**PROBLEM TO SOLVE:** Each record should be given again exactly as it appears, with no image included.

**DATASET:**
***

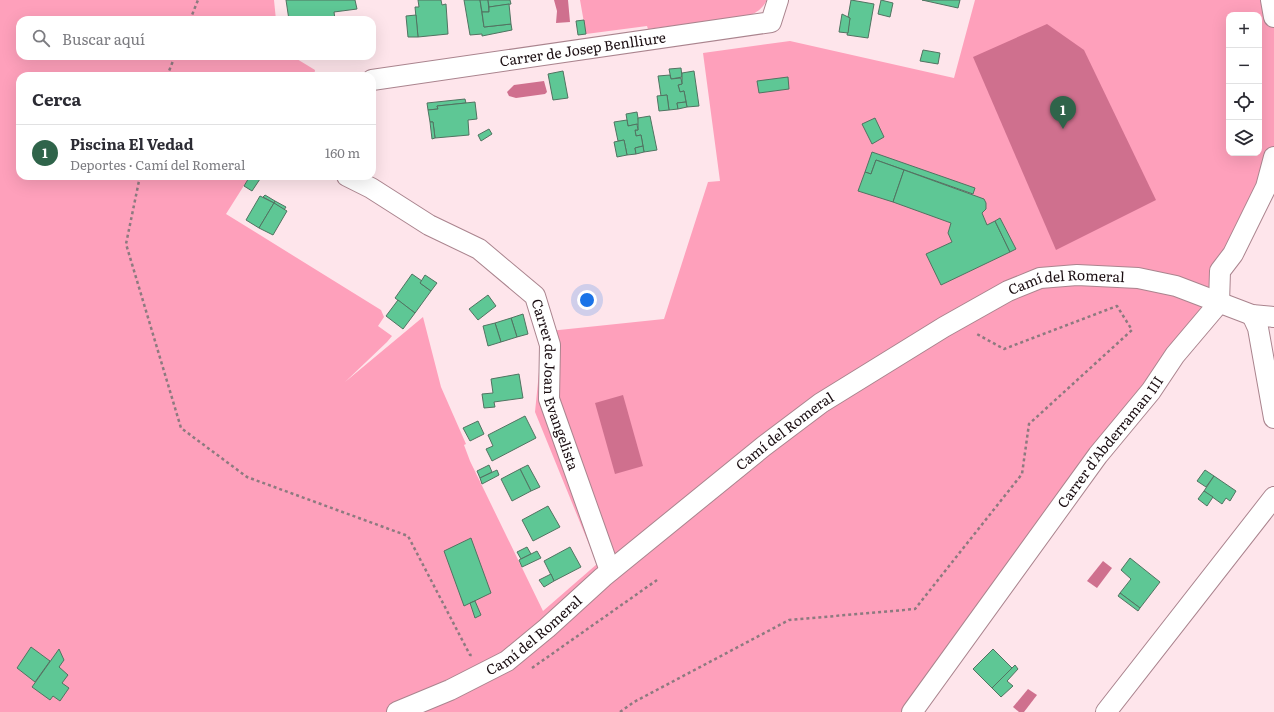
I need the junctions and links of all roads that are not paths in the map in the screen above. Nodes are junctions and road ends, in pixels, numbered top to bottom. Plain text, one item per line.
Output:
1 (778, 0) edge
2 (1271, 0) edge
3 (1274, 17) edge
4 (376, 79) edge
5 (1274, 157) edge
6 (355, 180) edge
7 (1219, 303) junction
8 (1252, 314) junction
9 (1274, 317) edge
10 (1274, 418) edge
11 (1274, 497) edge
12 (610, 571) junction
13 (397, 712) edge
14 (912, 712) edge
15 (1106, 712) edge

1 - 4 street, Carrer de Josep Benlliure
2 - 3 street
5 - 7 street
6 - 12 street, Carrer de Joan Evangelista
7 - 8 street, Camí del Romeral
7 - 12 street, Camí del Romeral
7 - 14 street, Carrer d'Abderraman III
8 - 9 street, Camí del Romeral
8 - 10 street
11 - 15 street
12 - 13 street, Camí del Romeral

***

**SOLUTION FOR THIS EXERCISE:**
I need the junctions and links of all roads that are not paths in the map in the screen above. Nodes are junctions and road ends, in pixels, numbered top to bottom. Plain text, one item per line.
Output:
1 (778, 0) edge
2 (1271, 0) edge
3 (1274, 17) edge
4 (376, 79) edge
5 (1274, 157) edge
6 (355, 180) edge
7 (1219, 303) junction
8 (1252, 314) junction
9 (1274, 317) edge
10 (1274, 418) edge
11 (1274, 497) edge
12 (610, 571) junction
13 (397, 712) edge
14 (912, 712) edge
15 (1106, 712) edge

1 - 4 street, Carrer de Josep Benlliure
2 - 3 street
5 - 7 street
6 - 12 street, Carrer de Joan Evangelista
7 - 8 street, Camí del Romeral
7 - 12 street, Camí del Romeral
7 - 14 street, Carrer d'Abderraman III
8 - 9 street, Camí del Romeral
8 - 10 street
11 - 15 street
12 - 13 street, Camí del Romeral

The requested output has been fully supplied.